By custom or by statute, whether legal or illegal, slavery existed as a fact in every one of the Anglo-American colonies. The soil and climate of New England, made slaves of little value there, except as domestic servants. In 1701, the town of Boston had instructed its representatives in the General Court, to propose 'putting a period to negroes being slaves.'" About the same time, Sewall, a judge of the Superior Court, afterward chief justice of Massachusetts, published The Selling of Joseph,' a pamphlet tending to a similar end. But these scruples seem to have been short-lived. With the increase of wealth and luxury, the number of slaves increased also. There were in Massachusetts, in 1754, as appears by an official census, twenty-four hundred and forty-eight negro slaves over sixteen years of age, about a thousand of them in Boston-a greater proportion to the free inhabitants than is to be found at present in the city of Baltimore. Connecticut exceeded Massachusetts in the ratio of its slave population, and Rhode Island exceeded Connecticut. Newport, grown to be the second commercial town in New England, had a proportion of slaves larger than Boston. The harsh slave laws in force in the more southern colonies, were unknown, however, in New England. Slaves were regarded as possessing the same legal rights as apprentices; and masters, for abuse of their authority, were liable to indictment. Manumissions, however, were not allowed, except upon security, that the freed slaves should not become a burden to the parish. (1750).

In the provinces of New York and New Jersey, negro slaves were employed, to a certain extent, not only as domestic servants, but as agricultural laborers. In the city of New York, they constituted a sixth part of the population. The slave code of that province was hardly less harsh than that of Virginia.

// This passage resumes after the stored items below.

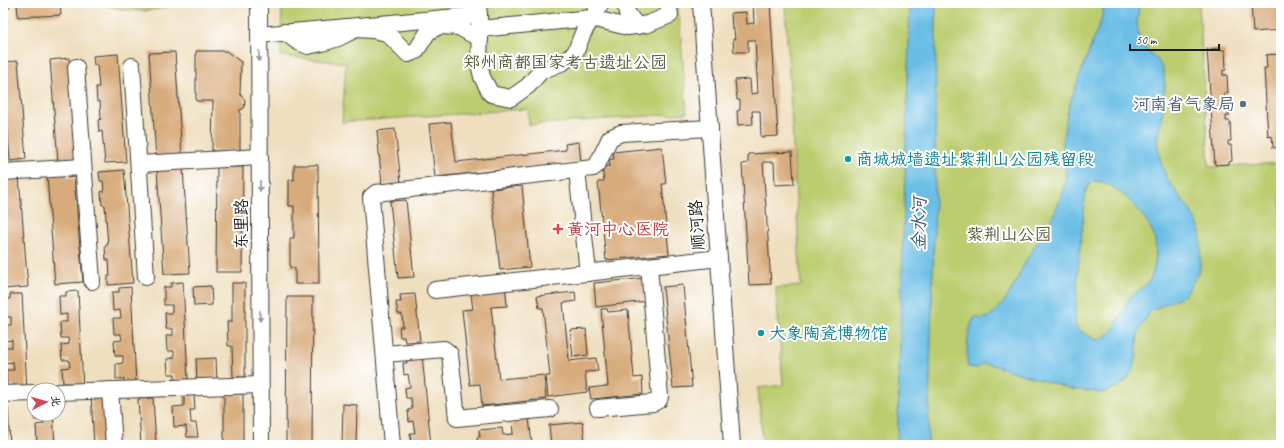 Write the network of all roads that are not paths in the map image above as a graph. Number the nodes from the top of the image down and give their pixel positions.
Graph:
1 (259, 3) edge
2 (601, 3) edge
3 (625, 3) edge
4 (668, 3) edge
5 (701, 3) edge
6 (591, 18) junction
7 (479, 21) edge
8 (637, 26) junction
9 (284, 32) junction
10 (259, 35) junction
11 (132, 66) dead end
12 (76, 67) dead end
13 (710, 128) junction
14 (260, 156) junction
15 (139, 164) junction
16 (83, 167) junction
17 (577, 170) junction
18 (3, 172) edge
19 (719, 258) junction
20 (649, 266) junction
21 (588, 273) junction
22 (146, 277) dead end
23 (92, 281) dead end
24 (435, 290) dead end
25 (385, 354) junction
26 (260, 385) junction
27 (110, 390) junction
28 (66, 392) edge
29 (26, 393) edge
30 (3, 394) edge
31 (598, 408) dead end
32 (550, 409) dead end
33 (114, 445) edge
34 (261, 445) edge
35 (392, 445) edge
36 (732, 445) edge

1 - 10 street, 东里路
2 - 6 street
3 - 8 street
4 - 8 street
5 - 13 street, 顺河路
6 - 7 street
6 - 7 street
6 - 8 street
7 - 9 street
7 - 9 street
9 - 10 street
10 -> 14 street, 东里路
11 - 15 street
12 - 16 street
13 - 17 street
13 - 19 street, 顺河路
14 - 15 street
14 -> 26 street, 东里路
15 - 22 street
16 - 18 street
16 - 23 street
17 - 21 street
17 - 25 street
19 - 20 street
19 - 36 street, 顺河路
20 - 21 street
20 - 31 street
21 - 24 street
25 - 32 street
25 - 35 street
26 - 27 street
26 - 34 street, 东里路
27 - 28 street
27 - 33 street
29 - 30 street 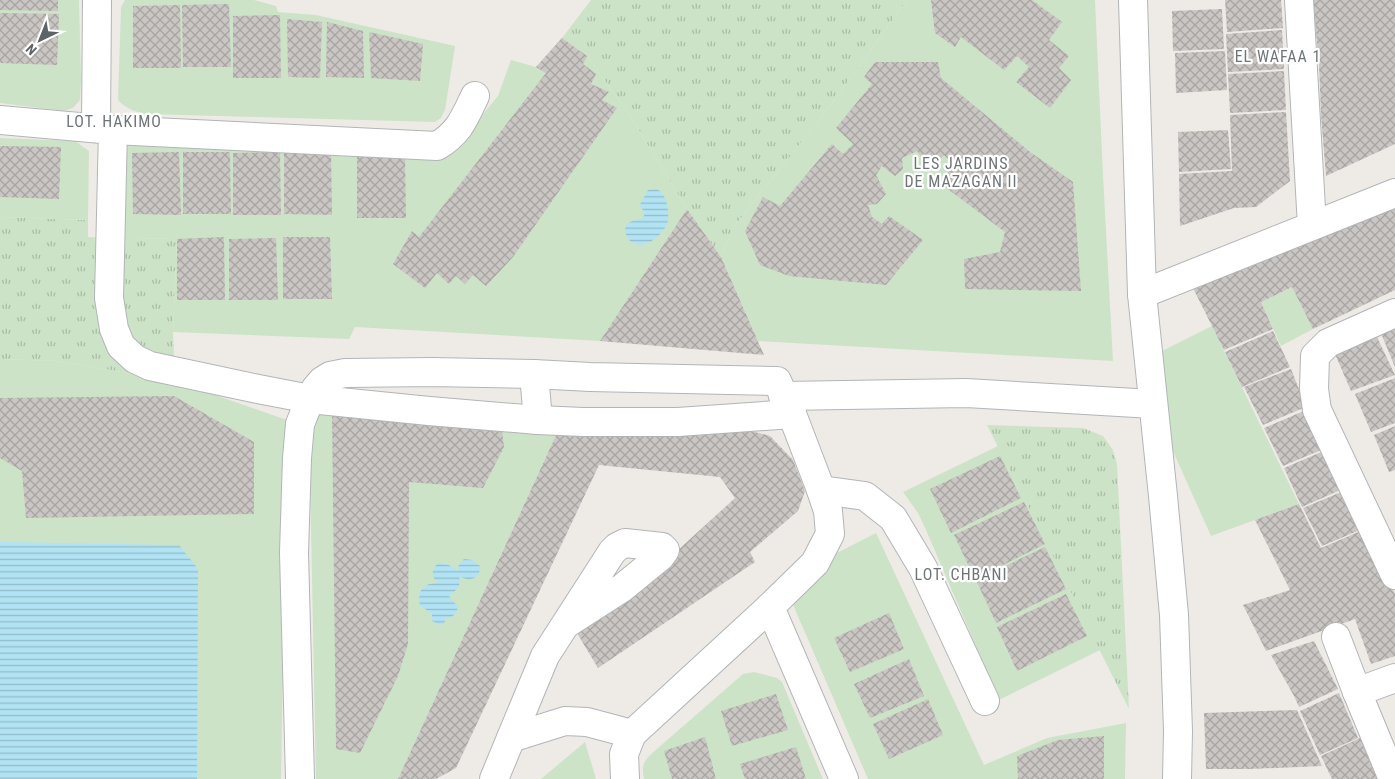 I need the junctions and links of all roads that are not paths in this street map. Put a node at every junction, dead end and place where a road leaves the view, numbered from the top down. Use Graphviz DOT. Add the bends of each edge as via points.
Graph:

In Pennsylvania the number of slaves was small, partly owing to the ample supply of indented white servants, but partly, also, to scruples of conscience on the part of the Quakers. In the early days of the province, in 1688, some German Quakers, shortly after their arrival, had expressed the opinion that slavery was not morally lawful. George Keith had borne a similar testimony; but he was disowned as schismatic, and presently abandoning the society, was denounced as a renegade. When Penn, in 1699, had proposed to provide by law for the marriage, religious instruction, and kind treatment of slaves, he met with no response from the Quaker Legislature. In 1712, to a petition in favor of emancipating the negroes, the Assembly replied, 'that it was neither just nor convenient to set them at liberty.' They imposed, however, a heavy duty, in effect prohibitory, and intended to be so, on the importation of negroes. This act, as we have seen, was negatived by the crown. The policy, however, was persevered in. New acts, passed from time to time, restricted importations by a duty first of five, but lately reduced to two pounds per head. The Quaker testimony against slavery, was renewed by Sandiford and Lay, who brought with them to Pennsylvania, a strong detestation of the system of servitude which they had seen in Barbadoes in all its rigors. The same views began presently to be perseveringly advocated by Woolman and Benezet, whose labors were not without effect upon the Quakers, some of whom set the example of emancipating their slaves. Franklin was also distinguished as an early and decided advocate for emancipation. The greater part of the slaves of Pennsylvania were to be found in Philadelphia. A fourth part of the inhabitants of that city were persons of African descent, including many, however, who had obtained their freedom. (1750).